Ketika sebuah rencana tidak berjalan baik kita pasti kecewa, dan kemudian memakai rencana B. Dan ketika rencana B gagal kita pasti mulai dengan rencana C. Dan ketika gagal lagi , kita pasti akan menggunakan rencana lain, namun ketika semua usaha kerja keras menghasilkan kegagalan lagi apa yang harus dilakukan?
Minta tolong bukan, namun ketika orang-orang yang diharapkan membantu malah menyalahkan dirinya, kenapa begitu? Kenapa tidak begini? Ditambah lagi ketika orang-orang yang ditolongin bukannya berterima kasih malah nyinyir menghinanya, maka safety off, kunci pengaman lepas. Semua perasaan yang ditahan selama ini akhirnya tumpah.
Ketika walikota Surabaya Risma bersujud dan menangis di depan para dokter terlihat jelas bagaimana seorang ibu yang sudah berusaha sekuat tenaga melindungi warganya, anaknya , namun gagal dalam menghadang covid19. Segala daya dan upaya dikerahkan namun semua terbentur oleh kerasnya penolakan para dokter di rumah sakit.
Semua rencananya berantakan karena mobil dan peralatan yang sudah dia siapkan malah diambil dan dipindahkan ke kota lain. Sujudnya bu Risma adalah sebuah keputusasaan dan pengharapan kepada para pengambil keputusan diatasnya.

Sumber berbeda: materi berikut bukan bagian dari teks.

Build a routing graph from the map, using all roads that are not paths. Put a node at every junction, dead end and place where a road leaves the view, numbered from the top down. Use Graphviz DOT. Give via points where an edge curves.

Para dokter dan gubernur sebagai pengambil keputusan akhir ternyata lebih kuat daripada seorang walikota. Nelangsa itu kata yang paling pas untuk perasaan sang walikota saat itu.
Kemudian di level yang lebih tinggi, seorang presiden suatu negara besar. Di awal pandemi menyerang depok langsung bergerak , gugus tugas dibentuk. Uang trilyunan disiapkan. Keputusan-keputusan penting dibuat, kemudian semuanya langsung cepat. Angka positif covid19 bergerak naik secara konstan. Namun apa yang terlihat hasilnya setelah 3 bulan. Dari yang biasanya hanya puluhan perhari menjadi ribuan perhari positif covid19.

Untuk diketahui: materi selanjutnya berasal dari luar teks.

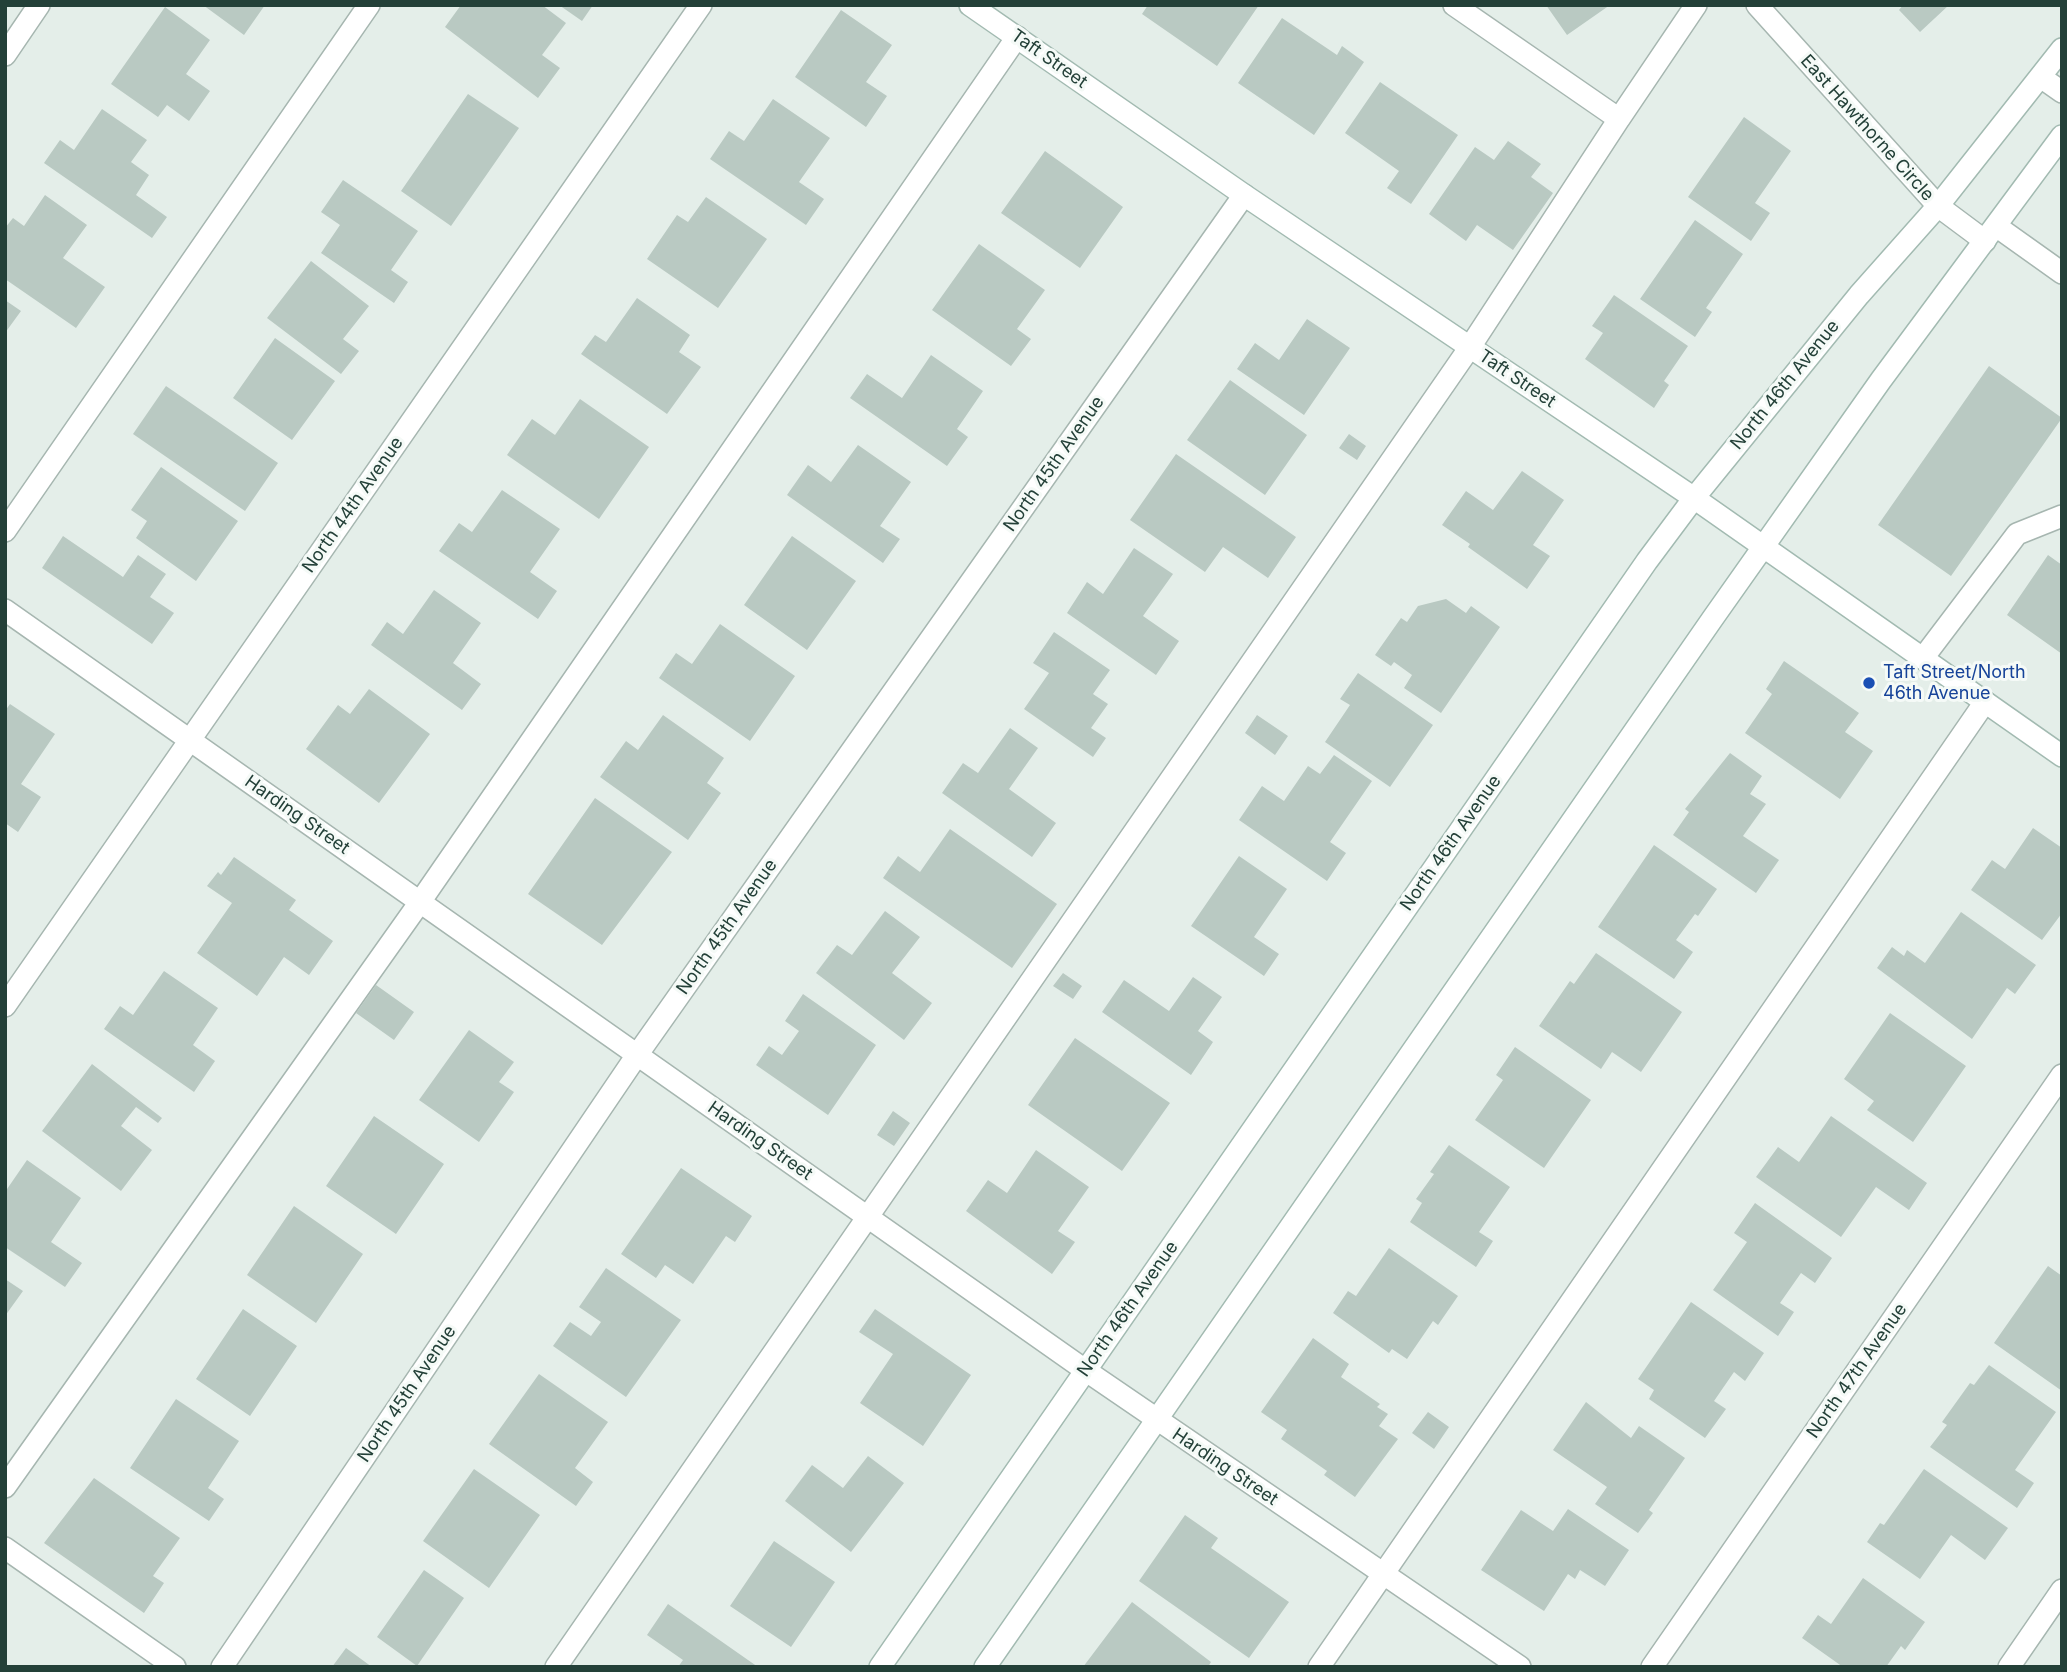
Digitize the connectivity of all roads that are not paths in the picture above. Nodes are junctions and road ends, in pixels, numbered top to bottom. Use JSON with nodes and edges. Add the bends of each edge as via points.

Uang yang disediakan seakan tidak berarti. Setelah dicek ternyata baru dipakai dibawah 10 persen. Lah jadi selama ini para menteri dan tim gugus tugas bekerja seperti biasa. Rasa krisis tidak ada. Akhirnya pecahlah semua dalam suatu rapat. Wajar marah. Uang segunung tidak digunakan maksimal. Ibarat perang, menghadapi serbuan musuh bersenjata senapan mesin dilawan dengan batu dan pisau dapur. Peluru dilawan dengan pisau.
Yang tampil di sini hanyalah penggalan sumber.